A $1.2 billion commercial mortgage-backed securities (CMBS) offering typically doesn't merit major headlines, but this year's bond market is atypical. Consider that in January there was zero CMBS issuance on Wall Street, the first time that's ever occurred in the 20-year history of the market. So when the offering by Morgan Stanley and Bear Stearns sold on Feb. 13, the issue broke a disturbing silence and underscored how bond buyers today are demanding higher yields for perceived higher risks.

The February deal, backed by 82 loans weighted in retail, wooed investors with the widest yield spreads ever offered on CMBS. The largest class of bonds in the highest-rated tranches was priced to yield 235 basis points over 10-year swaps, a benchmark interest rate. Based on interest rates the day of the transaction, bond buyers will earn about 6.7% from those AAA bonds. To put that in perspective, AAA spreads on CMBS averaged just 25 basis points over swaps a year ago.

Record-high yields on the offering helped to overcome a crisis of confidence among reluctant investors over the past several months. Prospective buyers are nervous about buying a bond while market prices are still in flux because the amount they pay today may be higher than a market price to be established next week or next month, says Joseph Caton, managing director of Waterbury, Conn.-based Hartford One Group, a real estate finance consultant and columnist for NREI. “Nobody knows where the bottom of the risk is,” he says. “That's the reason nobody is stepping up to buy bonds.”

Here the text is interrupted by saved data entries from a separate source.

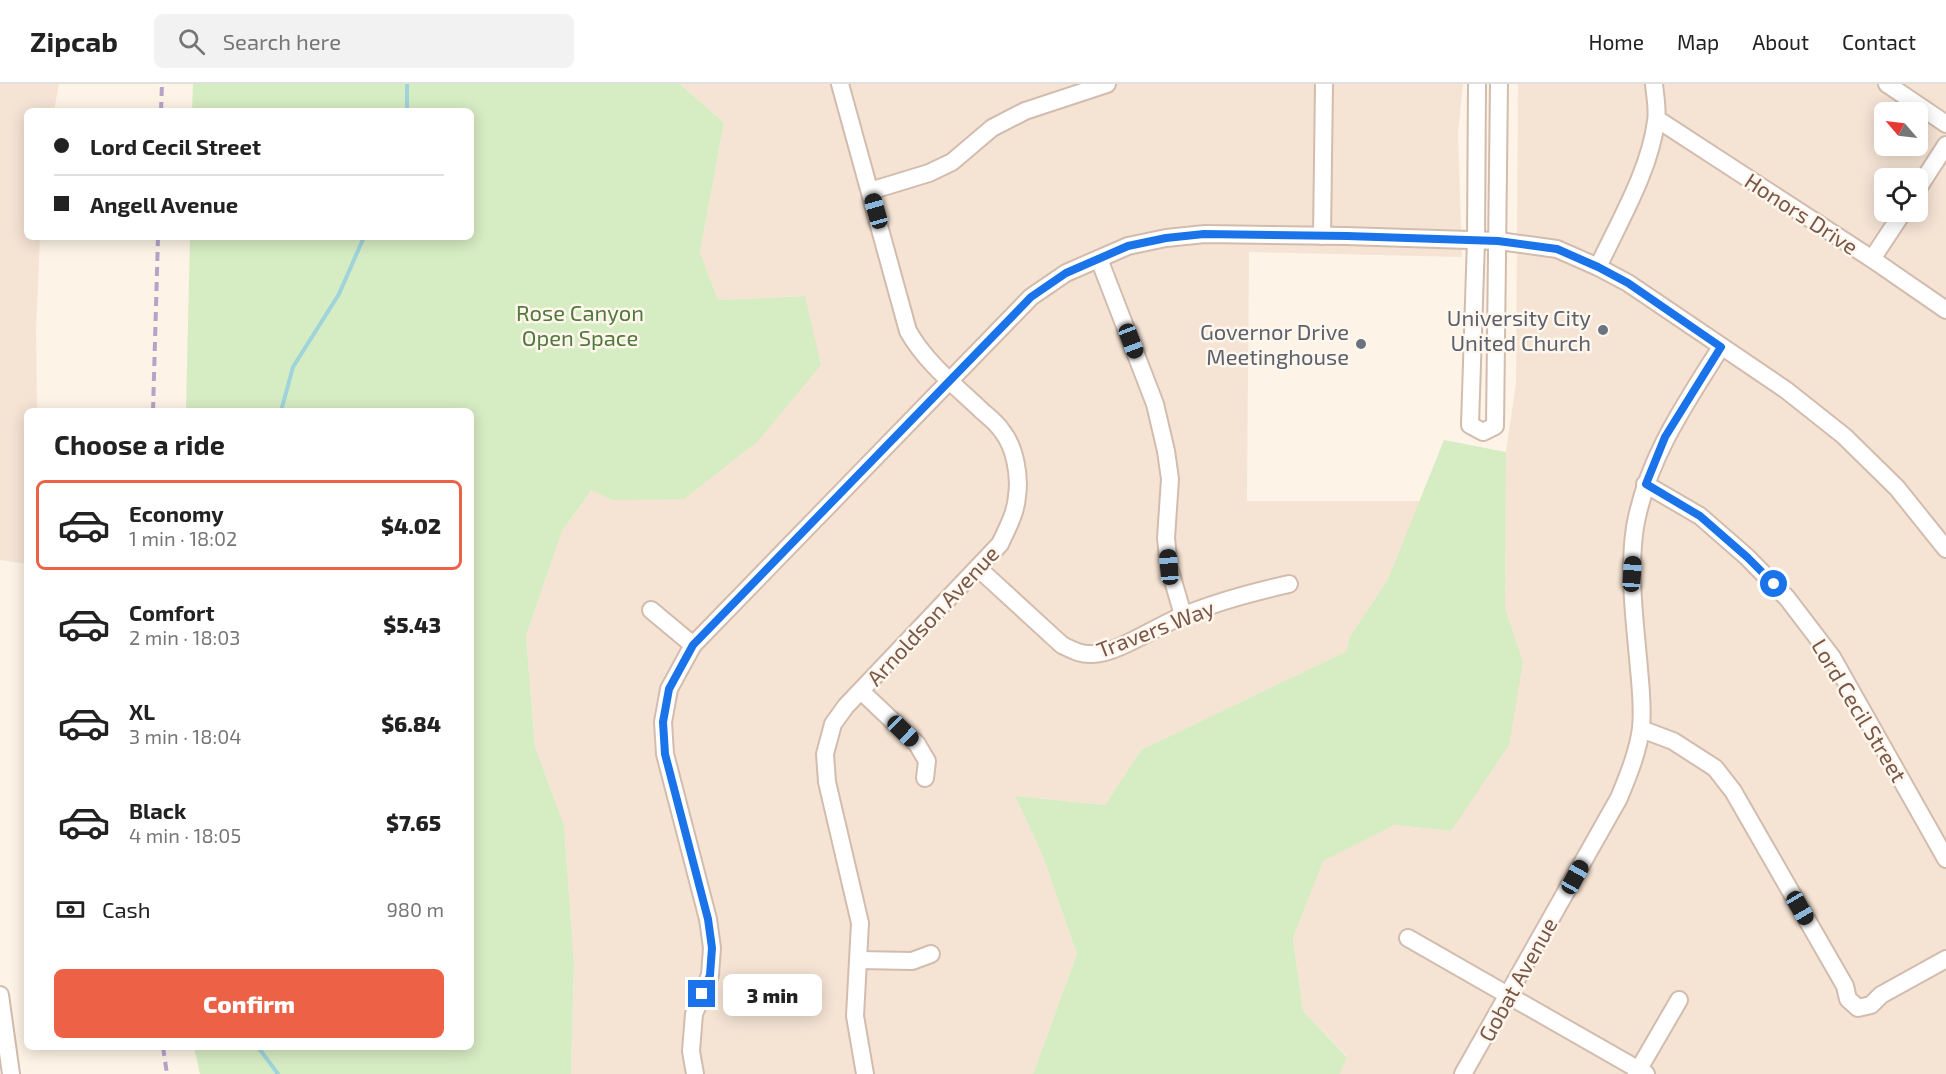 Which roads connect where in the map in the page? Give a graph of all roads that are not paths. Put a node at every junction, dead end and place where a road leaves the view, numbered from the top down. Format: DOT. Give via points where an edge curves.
graph roads {
  1 [pos="840,84"];
  2 [pos="1107,84"];
  3 [pos="1324,84"];
  4 [pos="1477,84"];
  5 [pos="1499,84"];
  6 [pos="1654,84"];
  7 [pos="1887,84"];
  8 [pos="1657,118"];
  9 [pos="1946,124"];
  10 [pos="1946,145"];
  11 [pos="1928,173"];
  12 [pos="870,191"];
  13 [pos="1896,222"];
  14 [pos="1322,236"];
  15 [pos="1476,240"];
  16 [pos="1498,241"];
  17 [pos="1099,259"];
  18 [pos="1872,259"];
  19 [pos="1598,267"];
  20 [pos="1946,310"];
  21 [pos="1721,347"];
  22 [pos="951,381"];
  23 [pos="1646,484"];
  24 [pos="1945,544"];
  25 [pos="978,568"];
  26 [pos="1288,584"];
  27 [pos="651,610"];
  28 [pos="1183,615"];
  29 [pos="693,645"];
  30 [pos="861,691"];
  31 [pos="1641,729"];
  32 [pos="925,778"];
  33 [pos="1946,859"];
  34 [pos="1408,938"];
  35 [pos="931,954"];
  36 [pos="1946,959"];
  37 [pos="859,960"];
  38 [pos="1508,994"];
  39 [pos="0,995"];
  40 [pos="1679,1000"];
  41 [pos="1640,1073"];
  42 [pos="11,1074"];
  43 [pos="695,1074"];
  44 [pos="865,1074"];
  45 [pos="1463,1074"];
  1 -- 12 [label="street, Arnoldson Avenue"];
  2 -- 12 [label="street" via="1025,111 992,128 952,162"];
  3 -- 14 [label="street"];
  4 -- 15 [label="street"];
  5 -- 16 [label="street"];
  6 -- 8 [label="street"];
  7 -- 9 [label="street"];
  8 -- 18 [label="street, Honors Drive"];
  8 -- 19 [label="street" via="1640,177"];
  10 -- 11 [label="street"];
  12 -- 22 [label="street, Arnoldson Avenue" via="908,331 917,347"];
  13 -- 18 [label="street"];
  14 -- 15 [label="street"];
  14 -- 17 [label="street" via="1204,234 1128,246"];
  15 -- 16 [label="street"];
  15 -- 16 [label="street" via="1470,425 1483,432 1495,426"];
  16 -- 19 [label="street" via="1557,249"];
  17 -- 22 [label="street" via="1066,273 1031,297"];
  17 -- 28 [label="street" via="1155,404 1167,451 1170,479 1166,538 1169,567"];
  18 -- 20 [label="street, Honors Drive"];
  19 -- 21 [label="street"];
  21 -- 23 [label="street, Gobat Avenue" via="1665,437"];
  21 -- 24 [label="street" via="1786,390 1844,436 1897,488"];
  22 -- 25 [label="street, Arnoldson Avenue" via="1003,431 1017,474 1012,519 1000,544"];
  22 -- 29 [label="street"];
  23 -- 31 [label="street, Gobat Avenue" via="1635,528 1632,574"];
  23 -- 33 [label="street, Lord Cecil Street" via="1700,516 1787,598 1832,657"];
  25 -- 28 [label="street, Travers Way" via="1062,645 1078,653 1111,650"];
  25 -- 30 [label="street, Arnoldson Avenue"];
  26 -- 28 [label="street, Travers Way"];
  27 -- 29 [label="street"];
  29 -- 43 [label="street" via="669,689 663,722 665,754 712,948 710,975 694,1014 691,1051"];
  30 -- 32 [label="street" via="917,744 927,761"];
  30 -- 37 [label="street, Arnoldson Avenue" via="833,724 825,754 827,782 860,923"];
  31 -- 36 [label="street" via="1673,741 1715,768 1733,790 1845,986 1848,999 1858,1008 1871,1005 1881,995"];
  31 -- 38 [label="street, Gobat Avenue" via="1619,798"];
  34 -- 38 [label="street"];
  35 -- 37 [label="street" via="912,961"];
  37 -- 44 [label="street, Arnoldson Avenue" via="855,1016"];
  38 -- 41 [label="street"];
  38 -- 45 [label="street, Gobat Avenue"];
  39 -- 42 [label="street"];
  40 -- 41 [label="street"];
}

Observers expect this year's U.S. CMBS issuance to come in at less than half of last year's all-time high of $233.7 billion volume due partially to weak demand. Another reason is that there is a reduced incentive for the investment banks that syndicate commercial real estate loans to issue new CMBS. The higher yields bond buyers demand today leave issuers with little margin for profit.

For now, however, the greatest barrier to new CMBS deals is pricing, and the pipeline is clogged with $37 billion of securities awaiting pricing in the first quarter. In a chicken-and-egg conundrum, the lack of transactions is robbing dealers of data they need to make the deals.

“The CMBS market always depends on pricing, and when you don't have any benchmarks, it's hard to know what you can sell something at,” explains investment banker John B. Levy, president of John B. Levy & Co.

The slowdown in CMBS buying is more a reflection of investor trepidation over turmoil in financial markets outside commercial real estate than it is an indictment of bond risk, says attorney Joseph Philip Forte. European investors, for example, have virtually stopped buying real estate securities of all types in reaction to subprime losses. “It's the confluence of a lot of crazy different pieces that are making the market uncomfortable,” says Forte, who is a partner at Alston & Bird LLP in New York and a past president of the Commercial Mortgage Securities Association.

A Fitch Ratings report found that CMBS loan performance is as strong as ever, with delinquencies hitting an all-time low of 0.27% in January. Unfortunately, the ongoing repricing of risk puts buyers and sellers at a disadvantage in trying to price real estate or real estate securities.

Even after the Morgan Stanley-Bear Stearns deal, investors have few benchmarks to help determine investment values and risk premiums. “Everyone is waiting for some pricing to establish itself in the market,” Forte says. “Once you have pricing, you can figure out where the value is.”

What will bring the market back up to speed is a consensus on the price of varying degrees of risk, and that means additional CMBS transactions are needed to better establish pricing. The first new CMBS issue of 2008 by itself doesn't suggest that the market is regaining its footing, according to Levy. “We're starting to see a smidgen of hope, but not a lot.”